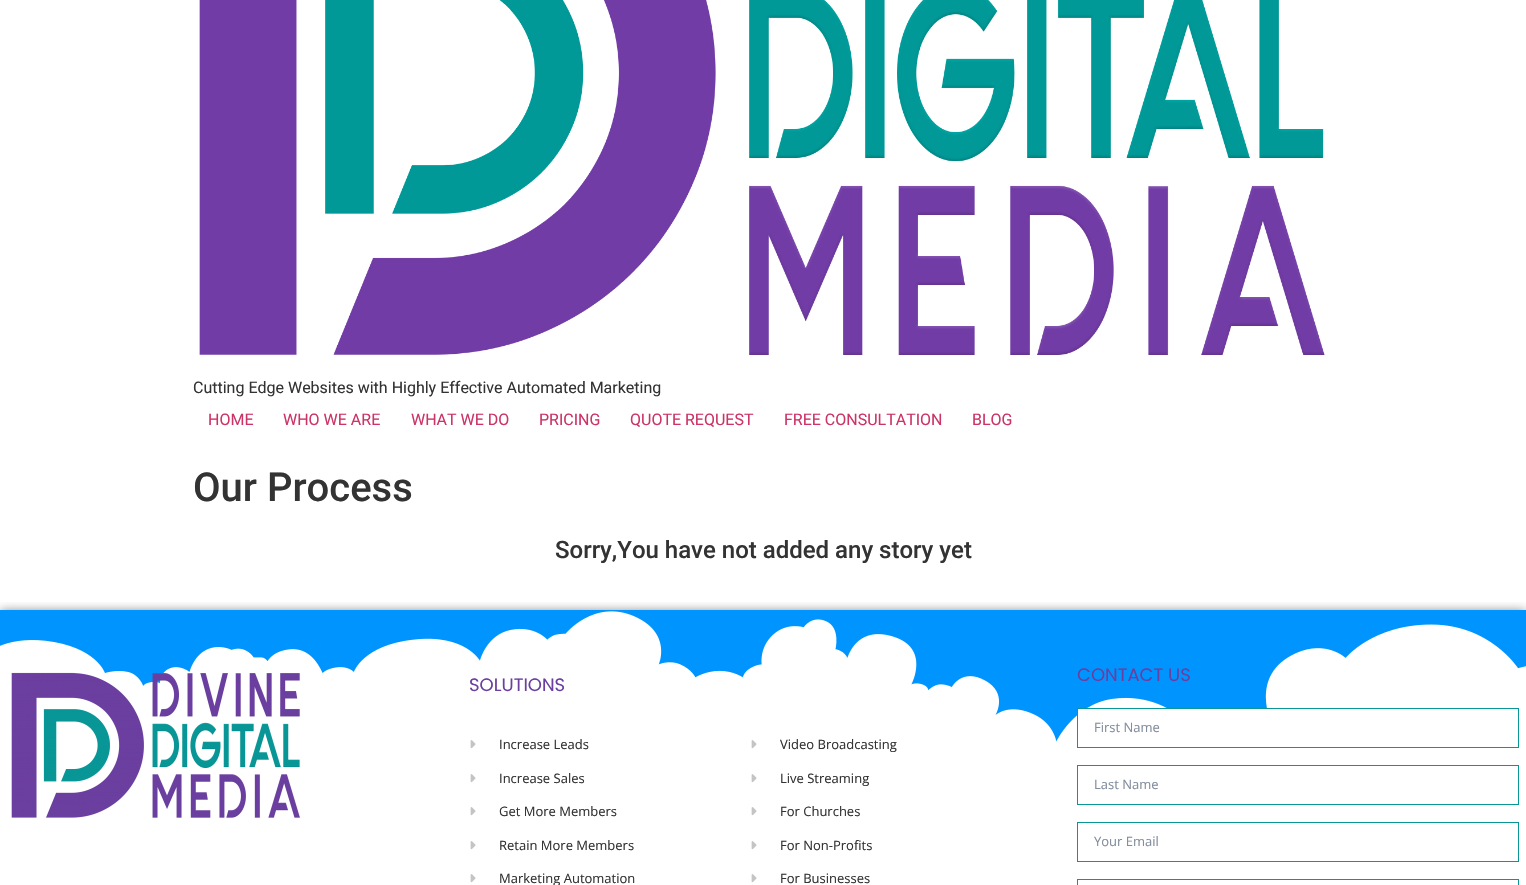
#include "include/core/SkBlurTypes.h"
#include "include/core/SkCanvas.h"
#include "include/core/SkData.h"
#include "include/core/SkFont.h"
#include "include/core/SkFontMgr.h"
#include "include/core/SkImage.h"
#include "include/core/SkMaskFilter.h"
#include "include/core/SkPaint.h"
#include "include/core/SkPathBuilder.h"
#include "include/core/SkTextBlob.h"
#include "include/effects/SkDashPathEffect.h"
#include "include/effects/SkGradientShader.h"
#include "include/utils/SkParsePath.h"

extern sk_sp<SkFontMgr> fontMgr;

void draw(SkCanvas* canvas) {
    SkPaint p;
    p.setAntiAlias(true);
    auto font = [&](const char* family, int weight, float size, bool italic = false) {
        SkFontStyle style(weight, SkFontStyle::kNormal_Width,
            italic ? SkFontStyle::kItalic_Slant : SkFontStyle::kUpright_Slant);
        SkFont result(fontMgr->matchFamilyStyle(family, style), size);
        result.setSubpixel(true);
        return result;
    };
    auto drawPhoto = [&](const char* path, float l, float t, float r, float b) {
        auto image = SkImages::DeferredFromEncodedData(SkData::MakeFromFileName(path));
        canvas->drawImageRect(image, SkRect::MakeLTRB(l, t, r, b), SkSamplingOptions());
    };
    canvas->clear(0xFFFFFFFF);
    drawPhoto("media/1.png", 199, 0, 1325, 355);
    auto font1 = font("Roboto", 400, 16);
    p.setColor(0xFF333333);
    canvas->drawString("Cutting Edge Websites with Highly Effective Automated Marketing", 193, 393, font1, p);
    p.setColor(0xFFCC3366);
    {
        const struct { const char* s; float x, y; } items[] = {
            {"HOME", 208, 425},
            {"WHO WE ARE", 283, 425},
            {"WHAT WE DO", 411, 425},
            {"PRICING", 539, 425},
            {"QUOTE REQUEST", 630, 425},
            {"FREE CONSULTATION", 784, 425},
            {"BLOG", 972, 425},
        };
        for (auto [s, x, y] : items) {
            canvas->drawString(s, x, y, font1, p);
        }
    }
    auto font2 = font("Roboto", 500, 40);
    p.setColor(0xFF333333);
    canvas->drawString("Our Process", 193, 501, font2, p);
    auto font3 = font("Roboto", 500, 24);
    canvas->drawString("Sorry,You have not added any story yet", 555, 558, font3, p);
    canvas->save();
    canvas->clipRect(SkRect::MakeLTRB(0, 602, 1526, 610));
    p.setColor(0x80000000);
    p.setMaskFilter(SkMaskFilter::MakeBlur(kNormal_SkBlurStyle, 5));
    canvas->drawRect(SkRect::MakeLTRB(0, 611, 1526, 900), p);
    p.setMaskFilter(nullptr);
    canvas->restore();
    drawPhoto("media/2.png", 0, 610, 1526, 742);
    drawPhoto("media/3.png", 11, 672, 300, 818);
    auto font4 = font("Poppins", 400, 18);
    p.setColor(0xFF6B3FA0);
    canvas->drawString("SOLUTIONS", 469, 691, font4, p);
    drawPhoto("media/4.png", 470, 740, 476, 749);
    auto font5 = font("Open Sans", 400, 13);
    p.setColor(0xFF333333);
    canvas->drawString("Increase Leads", 499, 749, font5, p);
    drawPhoto("media/4.png", 470, 774, 476, 783);
    canvas->drawString("Increase Sales", 499, 783, font5, p);
    drawPhoto("media/4.png", 470, 807, 476, 816);
    canvas->drawString("Get More Members", 499, 816, font5, p);
    drawPhoto("media/4.png", 470, 841, 476, 850);
    canvas->drawString("Retain More Members", 499, 850, font5, p);
    drawPhoto("media/4.png", 470, 874, 476, 883);
    canvas->drawString("Marketing Automation", 499, 883, font5, p);
    drawPhoto("media/4.png", 751, 740, 757, 749);
    canvas->drawString("Video Broadcasting", 780, 749, font5, p);
    drawPhoto("media/4.png", 751, 774, 757, 783);
    canvas->drawString("Live Streaming", 780, 783, font5, p);
    drawPhoto("media/4.png", 751, 807, 757, 816);
    canvas->drawString("For Churches", 780, 816, font5, p);
    drawPhoto("media/4.png", 751, 841, 757, 850);
    canvas->drawString("For Non-Profits", 780, 850, font5, p);
    drawPhoto("media/4.png", 751, 874, 757, 883);
    canvas->drawString("For Businesses", 780, 883, font5, p);
    p.setColor(0xFF6B3FA0);
    canvas->drawString("CONTACT US", 1077, 681, font4, p);
    p.setColor(0xFFFFFFFF);
    canvas->drawRect(SkRect::MakeLTRB(1078, 709, 1273, 742), p);
    p.setStyle(SkPaint::kStroke_Style);
    p.setStrokeWidth(1);
    p.setColor(0xFF089696);
    canvas->drawRect(SkRect::MakeLTRB(1077.5f, 708.5f, 1518.5f, 747.5f), p);
    p.setStyle(SkPaint::kFill_Style);
    p.setColor(0xFF838D9E);
    canvas->drawString("First Name", 1094, 732, font5, p);
    p.setStyle(SkPaint::kStroke_Style);
    p.setColor(0xFF089696);
    canvas->drawRect(SkRect::MakeLTRB(1077.5f, 765.5f, 1518.5f, 804.5f), p);
    p.setStyle(SkPaint::kFill_Style);
    p.setColor(0xFF838D9E);
    canvas->drawString("Last Name", 1094, 789, font5, p);
    p.setStyle(SkPaint::kStroke_Style);
    p.setColor(0xFF089696);
    canvas->drawRect(SkRect::MakeLTRB(1077.5f, 822.5f, 1518.5f, 861.5f), p);
    p.setStyle(SkPaint::kFill_Style);
    p.setColor(0xFF838D9E);
    canvas->drawString("Your Email", 1094, 846, font5, p);
    p.setStyle(SkPaint::kStroke_Style);
    p.setColor(0xFF089696);
    canvas->drawRect(SkRect::MakeLTRB(1077.5f, 879.5f, 1518.5f, 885.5f), p);
}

────────

*Requirement:* Copy task for the entries above: every line with the string "SkCanvas".

*Task result:*
#include "include/core/SkCanvas.h"
void draw(SkCanvas* canvas) {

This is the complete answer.